Density of States Estimation for Out-of-Distribution Detection
This addresses the issue of poor specificity in probabilistic models for OOD detection, which is crucial for safety in machine learning applications, though it appears incremental as it builds on existing statistical physics concepts.
The paper tackles the problem of out-of-distribution (OOD) detection by proposing DoSE, a density of states estimator that avoids direct model probability comparisons, achieving state-of-the-art performance on established hard benchmarks.
Perhaps surprisingly, recent studies have shown probabilistic model likelihoods have poor specificity for out-of-distribution (OOD) detection and often assign higher likelihoods to OOD data than in-distribution data.
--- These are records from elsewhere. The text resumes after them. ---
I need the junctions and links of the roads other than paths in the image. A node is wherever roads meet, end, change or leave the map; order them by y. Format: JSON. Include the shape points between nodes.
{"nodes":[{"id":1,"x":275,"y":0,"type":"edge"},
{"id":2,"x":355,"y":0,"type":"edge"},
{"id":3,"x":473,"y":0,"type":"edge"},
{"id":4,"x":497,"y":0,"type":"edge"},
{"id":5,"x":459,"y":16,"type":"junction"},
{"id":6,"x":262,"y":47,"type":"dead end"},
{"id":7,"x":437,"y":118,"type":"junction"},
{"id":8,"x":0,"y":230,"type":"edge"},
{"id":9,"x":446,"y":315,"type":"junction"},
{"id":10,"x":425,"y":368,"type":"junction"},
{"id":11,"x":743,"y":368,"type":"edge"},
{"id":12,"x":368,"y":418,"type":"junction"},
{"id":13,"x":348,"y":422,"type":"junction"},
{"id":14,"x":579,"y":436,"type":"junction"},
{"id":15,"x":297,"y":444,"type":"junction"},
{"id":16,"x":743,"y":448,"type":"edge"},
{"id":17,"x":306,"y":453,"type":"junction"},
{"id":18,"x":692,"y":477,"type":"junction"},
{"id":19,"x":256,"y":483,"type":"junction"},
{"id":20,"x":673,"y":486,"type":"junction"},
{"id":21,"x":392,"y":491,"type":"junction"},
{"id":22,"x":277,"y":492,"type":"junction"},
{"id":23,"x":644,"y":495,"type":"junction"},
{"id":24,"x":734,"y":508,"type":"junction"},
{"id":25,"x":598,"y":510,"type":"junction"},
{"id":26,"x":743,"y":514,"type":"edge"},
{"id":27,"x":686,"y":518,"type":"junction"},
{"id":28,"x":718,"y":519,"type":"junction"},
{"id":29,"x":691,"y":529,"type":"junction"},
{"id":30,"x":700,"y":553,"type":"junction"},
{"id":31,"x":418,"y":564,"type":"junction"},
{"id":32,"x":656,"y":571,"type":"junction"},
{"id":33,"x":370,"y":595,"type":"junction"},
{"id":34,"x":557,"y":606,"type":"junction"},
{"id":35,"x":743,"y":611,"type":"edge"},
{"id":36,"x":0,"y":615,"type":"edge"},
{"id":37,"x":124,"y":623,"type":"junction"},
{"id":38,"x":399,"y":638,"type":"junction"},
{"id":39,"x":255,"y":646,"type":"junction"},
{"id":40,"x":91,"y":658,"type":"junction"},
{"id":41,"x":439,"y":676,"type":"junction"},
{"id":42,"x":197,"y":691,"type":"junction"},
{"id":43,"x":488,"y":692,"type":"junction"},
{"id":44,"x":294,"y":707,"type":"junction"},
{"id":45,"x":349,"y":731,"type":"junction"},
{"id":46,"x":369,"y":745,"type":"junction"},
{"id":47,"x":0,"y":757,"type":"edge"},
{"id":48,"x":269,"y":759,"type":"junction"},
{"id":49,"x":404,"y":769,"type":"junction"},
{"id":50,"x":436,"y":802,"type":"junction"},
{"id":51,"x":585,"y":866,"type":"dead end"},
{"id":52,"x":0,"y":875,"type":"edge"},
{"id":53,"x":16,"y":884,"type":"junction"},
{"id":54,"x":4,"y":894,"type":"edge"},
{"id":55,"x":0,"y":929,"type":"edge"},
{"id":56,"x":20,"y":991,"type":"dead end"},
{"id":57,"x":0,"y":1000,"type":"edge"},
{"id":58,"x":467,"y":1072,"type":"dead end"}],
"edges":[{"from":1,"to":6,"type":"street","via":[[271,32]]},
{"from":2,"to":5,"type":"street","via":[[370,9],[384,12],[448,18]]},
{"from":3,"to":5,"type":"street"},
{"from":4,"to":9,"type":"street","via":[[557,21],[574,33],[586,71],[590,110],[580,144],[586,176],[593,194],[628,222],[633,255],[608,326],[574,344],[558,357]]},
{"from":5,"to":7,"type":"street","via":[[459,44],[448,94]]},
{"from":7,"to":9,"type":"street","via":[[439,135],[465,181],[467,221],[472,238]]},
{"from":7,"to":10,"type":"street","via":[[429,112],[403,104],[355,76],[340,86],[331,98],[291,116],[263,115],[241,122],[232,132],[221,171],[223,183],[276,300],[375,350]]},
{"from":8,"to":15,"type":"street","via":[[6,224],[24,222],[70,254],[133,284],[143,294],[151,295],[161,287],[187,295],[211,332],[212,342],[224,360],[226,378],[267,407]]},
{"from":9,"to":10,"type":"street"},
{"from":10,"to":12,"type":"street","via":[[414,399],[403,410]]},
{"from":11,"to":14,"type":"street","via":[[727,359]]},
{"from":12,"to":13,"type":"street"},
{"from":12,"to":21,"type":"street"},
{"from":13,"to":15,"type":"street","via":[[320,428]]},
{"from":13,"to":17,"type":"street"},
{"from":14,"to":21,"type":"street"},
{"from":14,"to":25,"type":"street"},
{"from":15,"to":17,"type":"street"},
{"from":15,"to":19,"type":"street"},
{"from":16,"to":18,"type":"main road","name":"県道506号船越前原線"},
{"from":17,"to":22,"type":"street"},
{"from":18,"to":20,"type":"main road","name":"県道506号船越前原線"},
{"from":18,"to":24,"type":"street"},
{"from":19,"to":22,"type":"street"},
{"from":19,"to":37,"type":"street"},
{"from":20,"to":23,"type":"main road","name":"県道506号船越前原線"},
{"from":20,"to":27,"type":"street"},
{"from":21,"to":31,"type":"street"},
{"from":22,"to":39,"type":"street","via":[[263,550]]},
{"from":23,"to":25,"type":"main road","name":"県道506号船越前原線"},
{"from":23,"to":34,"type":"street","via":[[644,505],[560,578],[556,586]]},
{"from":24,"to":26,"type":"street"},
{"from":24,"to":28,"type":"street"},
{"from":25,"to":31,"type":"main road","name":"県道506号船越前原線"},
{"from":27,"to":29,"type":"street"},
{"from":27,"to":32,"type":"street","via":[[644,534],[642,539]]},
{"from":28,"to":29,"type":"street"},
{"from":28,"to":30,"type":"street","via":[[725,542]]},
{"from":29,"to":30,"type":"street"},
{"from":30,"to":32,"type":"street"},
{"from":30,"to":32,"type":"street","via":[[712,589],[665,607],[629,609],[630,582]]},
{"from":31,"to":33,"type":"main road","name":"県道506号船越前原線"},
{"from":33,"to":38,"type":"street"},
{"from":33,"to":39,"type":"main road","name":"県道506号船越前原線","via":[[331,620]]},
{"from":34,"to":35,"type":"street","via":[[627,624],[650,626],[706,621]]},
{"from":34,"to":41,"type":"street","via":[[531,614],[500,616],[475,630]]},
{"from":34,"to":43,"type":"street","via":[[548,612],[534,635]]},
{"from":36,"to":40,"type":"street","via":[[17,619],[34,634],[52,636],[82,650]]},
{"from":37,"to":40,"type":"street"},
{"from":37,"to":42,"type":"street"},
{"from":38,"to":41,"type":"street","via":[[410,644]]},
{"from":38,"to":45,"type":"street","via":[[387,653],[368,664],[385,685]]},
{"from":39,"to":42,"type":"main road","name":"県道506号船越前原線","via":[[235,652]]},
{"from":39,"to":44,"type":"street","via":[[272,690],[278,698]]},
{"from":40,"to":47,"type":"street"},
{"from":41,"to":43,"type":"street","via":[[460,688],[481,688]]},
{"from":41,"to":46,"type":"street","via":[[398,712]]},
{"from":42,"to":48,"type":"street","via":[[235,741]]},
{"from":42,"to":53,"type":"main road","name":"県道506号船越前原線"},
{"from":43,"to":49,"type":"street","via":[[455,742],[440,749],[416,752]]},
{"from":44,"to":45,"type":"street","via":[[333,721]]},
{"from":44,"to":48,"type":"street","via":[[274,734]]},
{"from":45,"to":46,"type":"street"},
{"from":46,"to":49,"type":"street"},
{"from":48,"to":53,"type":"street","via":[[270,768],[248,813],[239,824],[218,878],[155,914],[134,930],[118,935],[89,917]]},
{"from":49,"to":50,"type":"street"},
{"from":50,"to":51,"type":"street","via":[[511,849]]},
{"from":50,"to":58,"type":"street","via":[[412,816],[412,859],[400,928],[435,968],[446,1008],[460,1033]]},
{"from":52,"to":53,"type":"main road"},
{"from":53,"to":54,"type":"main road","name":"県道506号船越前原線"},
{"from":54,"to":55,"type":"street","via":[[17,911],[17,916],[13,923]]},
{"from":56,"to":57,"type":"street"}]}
To ameliorate this issue we propose DoSE, the density of states estimator. Drawing on the statistical physics notion of ``density of states,'' the DoSE decision rule avoids direct comparison of model probabilities, and instead utilizes the ``probability of the model probability,'' or indeed the frequency of any reasonable statistic. The frequency is calculated using nonparametric density estimators (e.g., KDE and one-class SVM) which measure the typicality of various model statistics given the training data and from which we can flag test points with low typicality as anomalous. Unlike many other methods, DoSE requires neither labeled data nor OOD examples. DoSE is modular and can be trivially applied to any existing, trained model. We demonstrate DoSE's state-of-the-art performance against other unsupervised OOD detectors on previously established ``hard'' benchmarks.